Por falta de espaço, 40 dos 55 corpos de detentos mortos no massacre ocorrido em unidades prisionais do Amazonas foram colocados em um caminhão-frigorífico alugado pelo governo do estado.
Segundo a presidente do Sindicato dos Peritos no Amazonas, Viviane Pinto, não há peritos suficientes para o trabalho de identificação dos corpos. “Devido ao número reduzido de peritos, esse trabalho é mais longo e demorado. São quatros peritos legistas na escala e um odonto-legista para toda essa demanda. Atualmente, são 20 gavetas no IML, que já estão ocupadas. Os demais corpos estão na câmara frigorífica que foi contratada”, disse ao portal G1.
Prefeito de Manaus cobra providências
O prefeito de Manaus, Arthur Virgílio Neto (PSDB), considerou que o massacre nas unidades prisionais do Amazonas chama a atenção para a falta de controle nas unidades prisionais que deveriam ser locais para isolar criminosos e dar segurança para a sociedade.
“É preciso fibra. Tem de ter resistência. É essencial que a normalidade retorne aos lares amazonenses”, afirmou o prefeito de Manaus.
O prefeito ressaltou que o mais correto seria uma intervenção sobre todos os presídios. Os quatro presídios onde ocorreram os assassinatos são privatizados.

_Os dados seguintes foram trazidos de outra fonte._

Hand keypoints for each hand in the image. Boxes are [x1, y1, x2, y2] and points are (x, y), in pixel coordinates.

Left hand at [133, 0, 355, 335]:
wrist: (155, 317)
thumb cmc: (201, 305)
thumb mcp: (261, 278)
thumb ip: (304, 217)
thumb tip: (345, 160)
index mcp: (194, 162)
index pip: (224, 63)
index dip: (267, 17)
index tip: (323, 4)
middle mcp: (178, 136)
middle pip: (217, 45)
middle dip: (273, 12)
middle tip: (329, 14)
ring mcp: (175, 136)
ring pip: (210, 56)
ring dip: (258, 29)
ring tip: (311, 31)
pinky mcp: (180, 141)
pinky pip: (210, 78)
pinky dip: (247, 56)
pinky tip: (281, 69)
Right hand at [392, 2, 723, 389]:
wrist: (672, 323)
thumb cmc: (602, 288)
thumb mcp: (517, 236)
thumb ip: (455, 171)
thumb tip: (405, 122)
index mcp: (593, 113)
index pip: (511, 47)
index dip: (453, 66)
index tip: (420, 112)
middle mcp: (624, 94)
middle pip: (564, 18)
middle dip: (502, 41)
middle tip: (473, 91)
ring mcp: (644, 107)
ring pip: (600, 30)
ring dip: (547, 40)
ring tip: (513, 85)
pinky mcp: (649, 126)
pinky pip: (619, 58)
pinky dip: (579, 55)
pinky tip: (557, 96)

“Nos presídios, as facções reinam absolutas. A situação é tão esdrúxula, que os chefões se sentem mais seguros presos do que nas ruas. É um novo e deformado tipo de ser humano, que prefere a prisão à liberdade. Que fazem dos presídios uma espécie de ‘escritório’. Parecem ‘executivos’ dando ordens aos comandados do submundo que subjuga o povo de Manaus, sob os olhares inexperientes e atônitos dos que deveriam comandar e organizar o Amazonas”, avaliou Arthur.
Administração privatizada
Todos os presídios são administrados pela Umannizzare Gestão Prisional e Serviços Ltda., que recebeu R$ 836 milhões nos últimos quatro anos, de acordo com os contratos disponibilizados no Portal Transparência do estado.
Em 2017, o Ministério Público do Amazonas concluiu uma investigação sobre a empresa e divulgou que o valor cobrado por cada preso nos contratos da Umanizzare com o estado é de R$ 4,7 mil mensais.

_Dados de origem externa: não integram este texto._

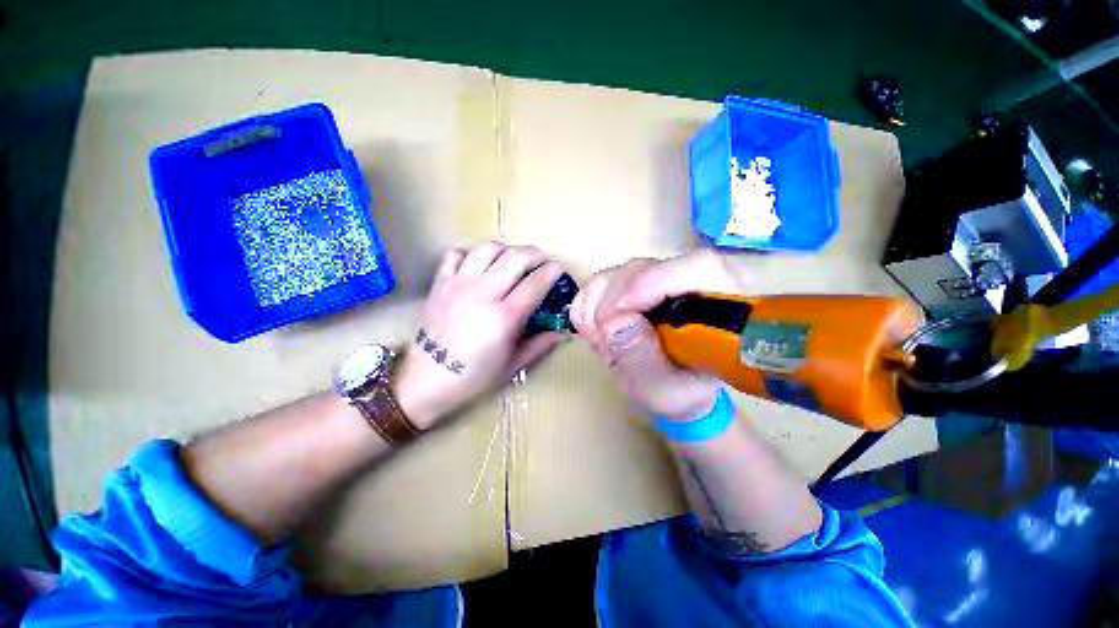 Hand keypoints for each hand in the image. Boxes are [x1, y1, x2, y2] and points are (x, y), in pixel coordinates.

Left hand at [393, 243, 566, 427]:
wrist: (425, 380)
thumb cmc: (474, 377)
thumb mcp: (513, 366)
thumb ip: (540, 346)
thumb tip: (563, 333)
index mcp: (504, 316)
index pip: (535, 283)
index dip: (551, 272)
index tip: (559, 268)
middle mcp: (482, 293)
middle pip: (515, 258)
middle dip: (535, 253)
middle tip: (544, 258)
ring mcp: (458, 285)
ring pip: (487, 250)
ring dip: (507, 250)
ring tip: (514, 259)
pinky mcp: (440, 283)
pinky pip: (457, 255)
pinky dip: (472, 254)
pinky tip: (480, 265)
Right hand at [571, 249, 745, 421]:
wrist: (671, 385)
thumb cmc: (678, 391)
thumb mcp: (663, 389)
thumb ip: (642, 359)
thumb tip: (614, 321)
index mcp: (721, 304)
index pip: (701, 267)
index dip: (657, 280)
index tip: (621, 311)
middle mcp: (689, 280)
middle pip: (646, 268)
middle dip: (613, 305)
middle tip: (603, 343)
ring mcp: (656, 276)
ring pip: (617, 273)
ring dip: (597, 310)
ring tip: (603, 345)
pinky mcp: (630, 280)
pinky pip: (599, 282)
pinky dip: (588, 308)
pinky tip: (597, 334) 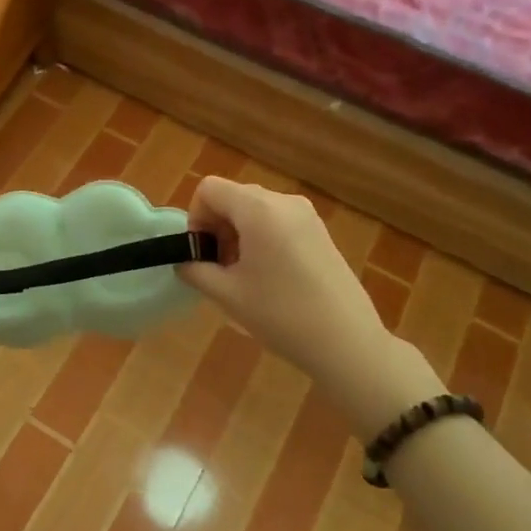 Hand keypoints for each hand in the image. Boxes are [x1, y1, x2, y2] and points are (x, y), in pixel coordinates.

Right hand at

Entretanto, o alto valor repassado pelo estado à empresa privada não é refletido nas condições dos presídios.
A grave situação já havia sido denunciada peloConselho Nacional de Justiça (CNJ). Nas inspeções realizadas em abril, foi recomendado como “imprescindível” que o Estado redimensionasse o efetivo previsto no contrato com a empresa que gere os presídios, a Umanizzare.
O aumento deveria se aplicar a todos os profissionais, não apenas aos agentes de socialização, mas também a médicos, enfermeiros e advogados. O recomendado era no mínimo um agente para cada cinco detentos. As quatro unidades somavam ao todo 4.386 presos, sendo 1.258 no Centro de Detenção Provisória Masculino (CDPM I), 1.168 na Unidade Prisional do Puraquequara (UPP), 1.112 no Complexo Penitenciário Anísio Jobim (Compaj) e 848 no Instituto Penal Antônio Trindade (IPAT).

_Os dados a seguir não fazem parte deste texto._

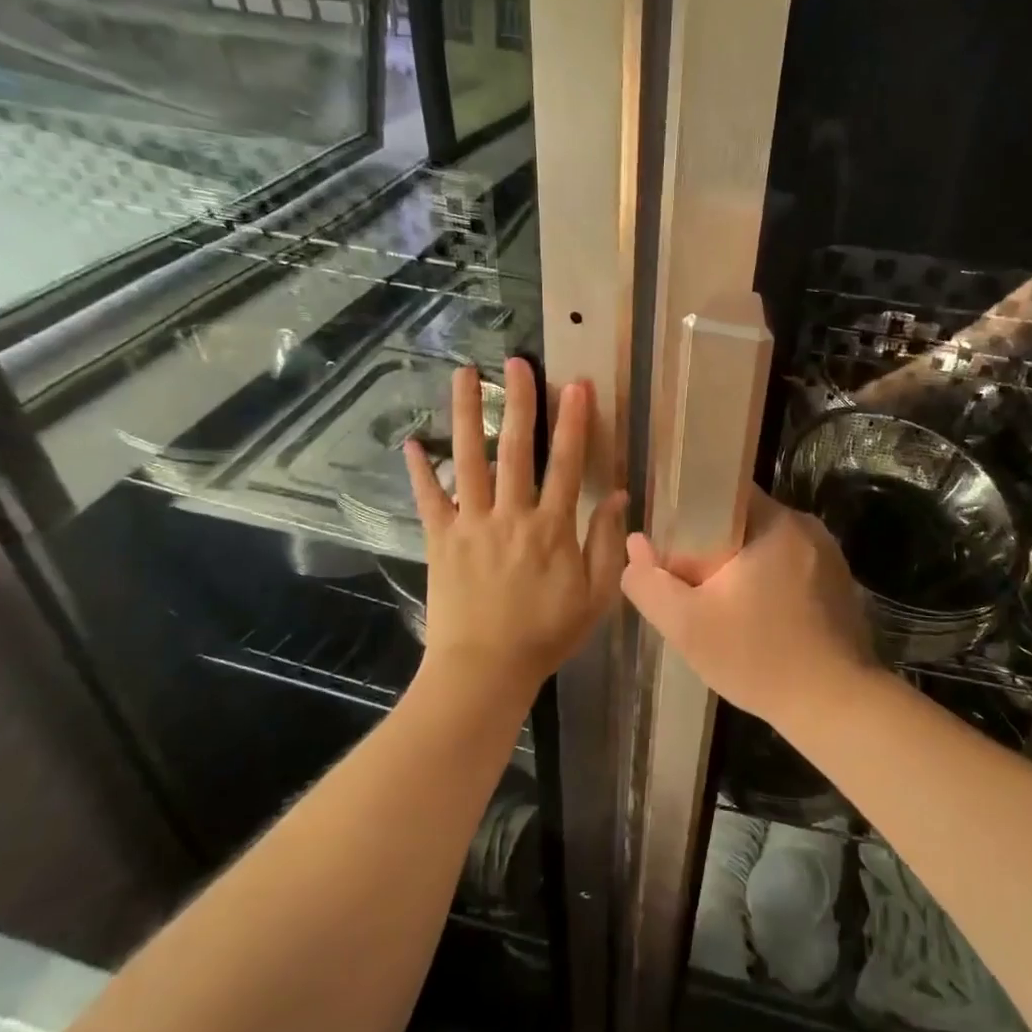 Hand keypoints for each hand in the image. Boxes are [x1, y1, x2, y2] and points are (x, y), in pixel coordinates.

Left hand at [404, 358, 626, 697]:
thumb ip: (608, 543)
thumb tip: (619, 496)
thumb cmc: (546, 634)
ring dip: (467, 415)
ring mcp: (471, 524)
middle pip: (515, 450)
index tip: (576, 386)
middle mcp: (511, 515)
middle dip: (519, 402)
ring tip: (463, 375)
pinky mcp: (441, 540)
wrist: (485, 669)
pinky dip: (419, 471)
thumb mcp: (596, 595)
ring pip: (469, 461)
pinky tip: (411, 442)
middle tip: (516, 362)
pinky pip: (428, 500)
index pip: (566, 464)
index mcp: (552, 527)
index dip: (573, 423)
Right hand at [621, 491, 878, 729]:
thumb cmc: (758, 658)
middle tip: (692, 587)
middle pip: (743, 521)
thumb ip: (650, 582)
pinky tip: (757, 621)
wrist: (835, 706)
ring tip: (722, 608)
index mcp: (775, 522)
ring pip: (766, 547)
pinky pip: (790, 568)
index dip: (691, 514)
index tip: (674, 548)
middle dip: (713, 549)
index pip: (723, 493)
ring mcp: (828, 555)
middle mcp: (806, 527)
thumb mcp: (686, 625)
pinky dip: (768, 584)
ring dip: (741, 569)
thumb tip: (635, 544)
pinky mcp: (839, 583)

O conselho classificou como alto o índice de apreensão de aparelhos celulares e facas artesanais em três unidades: UPP, CDPM e Compaj. Não há números detalhados nos relatórios.
Em todas as unidades da capital amazonense, o CNJ constatou uma situação “grave” de ausência de espaço para visitas familiares. Crianças e demais visitantes são levados ao pavilhão.
Presos transferidos
Após o massacre, o governo federal anunciou o envio de uma equipe da Força-Tarefa de Intervenção Penitenciária ao Amazonas. A expectativa do Departamento Penitenciário Nacional (Depen) é que os agentes comecem a chegar nesta terça-feira.
O ministro da Justiça e Segurança Pública, Sérgio Moro, afirmou que disponibilizaria vagas em presídios federais para a transferência dos mandantes do massacre para presídios federais. Na manhã desta terça-feira, o governador do Amazonas, Wilson Lima (PSC), disse que nove detentos seriam enviados para esses locais.